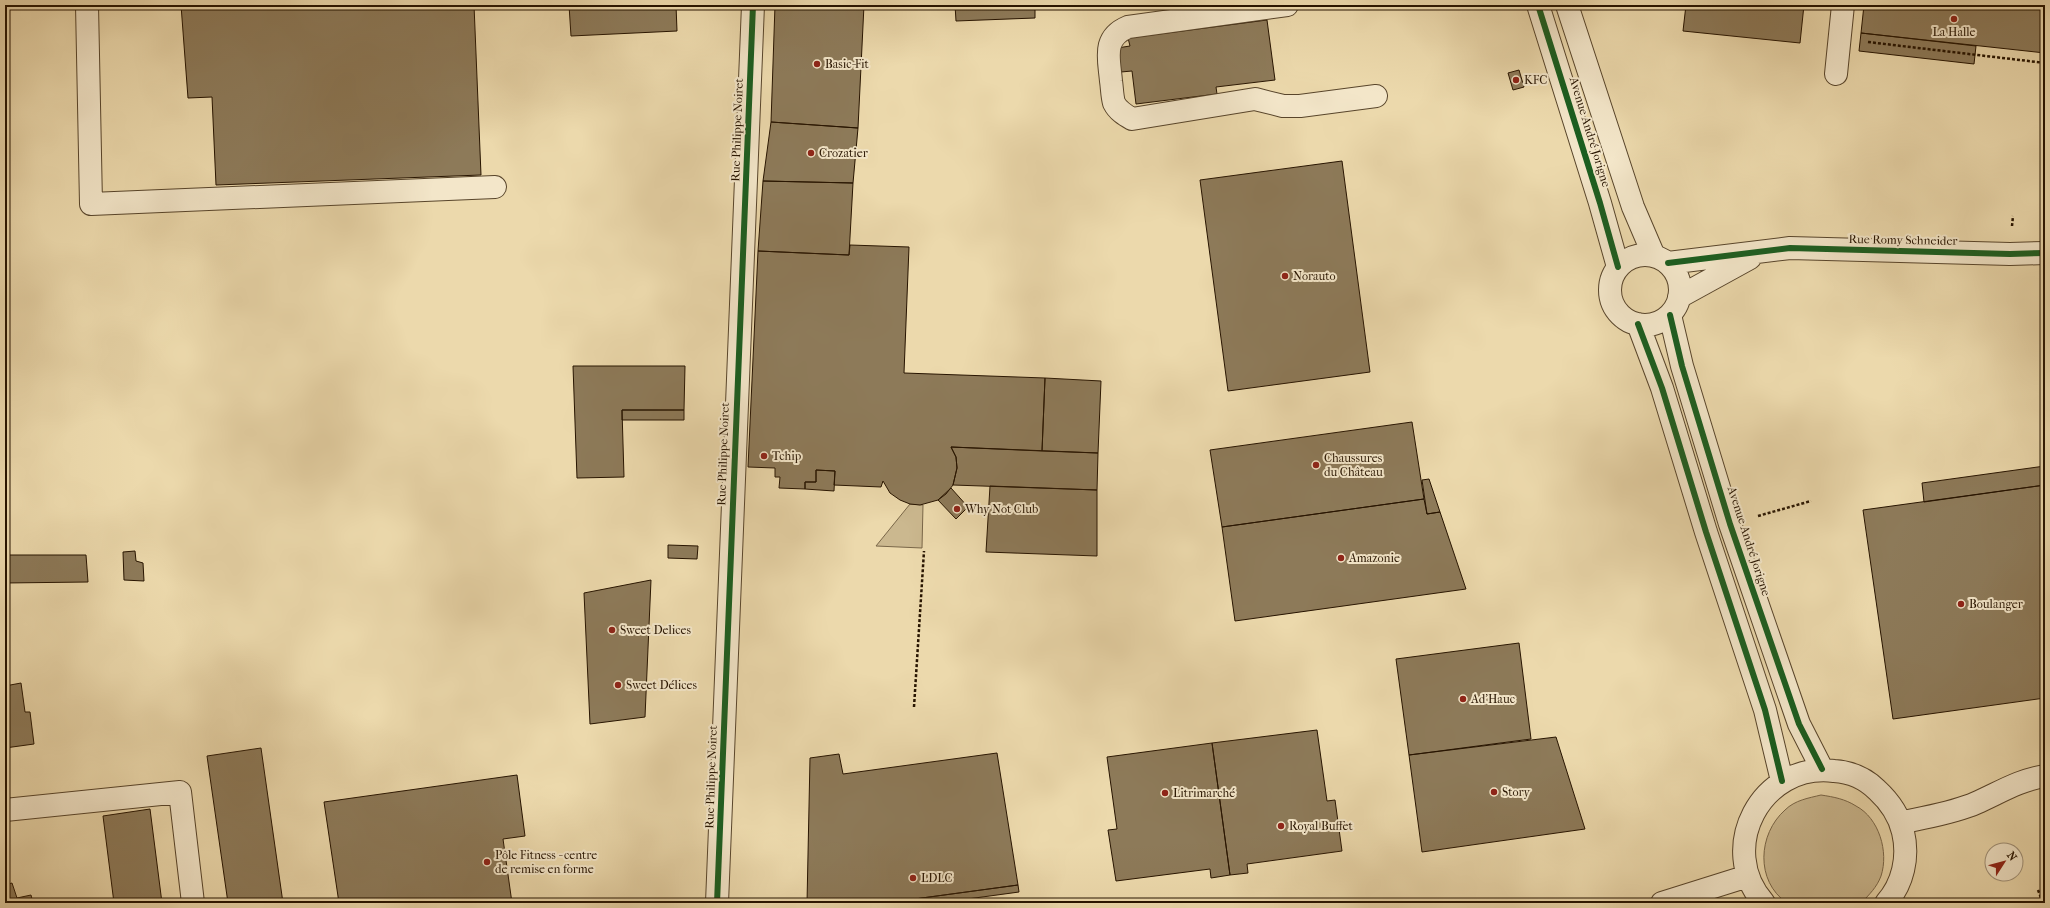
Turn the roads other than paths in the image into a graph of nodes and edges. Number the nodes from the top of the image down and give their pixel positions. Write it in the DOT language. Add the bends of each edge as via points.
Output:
graph roads {
  1 [pos="86,5"];
  2 [pos="753,5"];
  3 [pos="1288,5"];
  4 [pos="1538,5"];
  5 [pos="1567,5"];
  6 [pos="1843,5"];
  7 [pos="1836,74"];
  8 [pos="1376,96"];
  9 [pos="495,187"];
  10 [pos="1760,253"];
  11 [pos="2045,253"];
  12 [pos="1661,260"];
  13 [pos="1618,267"];
  14 [pos="1675,306"];
  15 [pos="1638,324"];
  16 [pos="1822,769"];
  17 [pos="2045,776"];
  18 [pos="1782,781"];
  19 [pos="5,810"];
  20 [pos="1901,823"];
  21 [pos="1748,876"];
  22 [pos="193,903"];
  23 [pos="716,903"];
  24 [pos="1662,903"];
  25 [pos="1764,903"];
  26 [pos="1886,903"];
  1 -- 9 [label="street" via="91,204"];
  2 -- 23 [label="street, Rue Philippe Noiret"];
  3 -- 8 [label="street" via="1128,27 1120,31 1112,39 1108,50 1114,102 1123,114 1132,119 1256,99 1283,106 1300,106"];
  4 -- 13 [label="street, Avenue André Jorigne"];
  5 -- 12 [label="street, Avenue André Jorigne" via="1633,207"];
  6 -- 7 [label="street"];
  10 -- 11 [label="street, Rue Romy Schneider" via="1790,248"];
  10 -- 12 [label="street, Rue Romy Schneider"];
  10 -- 14 [label="street"];
  12 -- 13 [label="street" via="1634,257"];
  12 -- 14 [label="street" via="1678,277 1680,287"];
  13 -- 15 [label="street" via="1612,276 1610,296 1620,314"];
  14 -- 15 [label="street" via="1660,322 1650,325"];
  14 -- 16 [label="street, Avenue André Jorigne" via="1682,366 1730,524 1799,724"];
  15 -- 18 [label="street" via="1662,388 1764,710"];
  16 -- 18 [label="street"];
  16 -- 20 [label="street" via="1848,772 1870,783 1889,801"];
  17 -- 20 [label="street" via="2009,787 1975,804"];
  18 -- 21 [label="street" via="1766,795 1753,813 1746,833 1744,855"];
  19 -- 22 [label="street" via="180,792"];
  20 -- 26 [label="street" via="1906,842 1905,862 1900,882"];
  21 -- 24 [label="street"];
  21 -- 25 [label="street"];
}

= = =

WHAT IS BEING ASKED | Would you reproduce the listing above exactly, without any of its images?

ANSWER SPACE |
Turn the roads other than paths in the image into a graph of nodes and edges. Number the nodes from the top of the image down and give their pixel positions. Write it in the DOT language. Add the bends of each edge as via points.
Output:
graph roads {
  1 [pos="86,5"];
  2 [pos="753,5"];
  3 [pos="1288,5"];
  4 [pos="1538,5"];
  5 [pos="1567,5"];
  6 [pos="1843,5"];
  7 [pos="1836,74"];
  8 [pos="1376,96"];
  9 [pos="495,187"];
  10 [pos="1760,253"];
  11 [pos="2045,253"];
  12 [pos="1661,260"];
  13 [pos="1618,267"];
  14 [pos="1675,306"];
  15 [pos="1638,324"];
  16 [pos="1822,769"];
  17 [pos="2045,776"];
  18 [pos="1782,781"];
  19 [pos="5,810"];
  20 [pos="1901,823"];
  21 [pos="1748,876"];
  22 [pos="193,903"];
  23 [pos="716,903"];
  24 [pos="1662,903"];
  25 [pos="1764,903"];
  26 [pos="1886,903"];
  1 -- 9 [label="street" via="91,204"];
  2 -- 23 [label="street, Rue Philippe Noiret"];
  3 -- 8 [label="street" via="1128,27 1120,31 1112,39 1108,50 1114,102 1123,114 1132,119 1256,99 1283,106 1300,106"];
  4 -- 13 [label="street, Avenue André Jorigne"];
  5 -- 12 [label="street, Avenue André Jorigne" via="1633,207"];
  6 -- 7 [label="street"];
  10 -- 11 [label="street, Rue Romy Schneider" via="1790,248"];
  10 -- 12 [label="street, Rue Romy Schneider"];
  10 -- 14 [label="street"];
  12 -- 13 [label="street" via="1634,257"];
  12 -- 14 [label="street" via="1678,277 1680,287"];
  13 -- 15 [label="street" via="1612,276 1610,296 1620,314"];
  14 -- 15 [label="street" via="1660,322 1650,325"];
  14 -- 16 [label="street, Avenue André Jorigne" via="1682,366 1730,524 1799,724"];
  15 -- 18 [label="street" via="1662,388 1764,710"];
  16 -- 18 [label="street"];
  16 -- 20 [label="street" via="1848,772 1870,783 1889,801"];
  17 -- 20 [label="street" via="2009,787 1975,804"];
  18 -- 21 [label="street" via="1766,795 1753,813 1746,833 1744,855"];
  19 -- 22 [label="street" via="180,792"];
  20 -- 26 [label="street" via="1906,842 1905,862 1900,882"];
  21 -- 24 [label="street"];
  21 -- 25 [label="street"];
}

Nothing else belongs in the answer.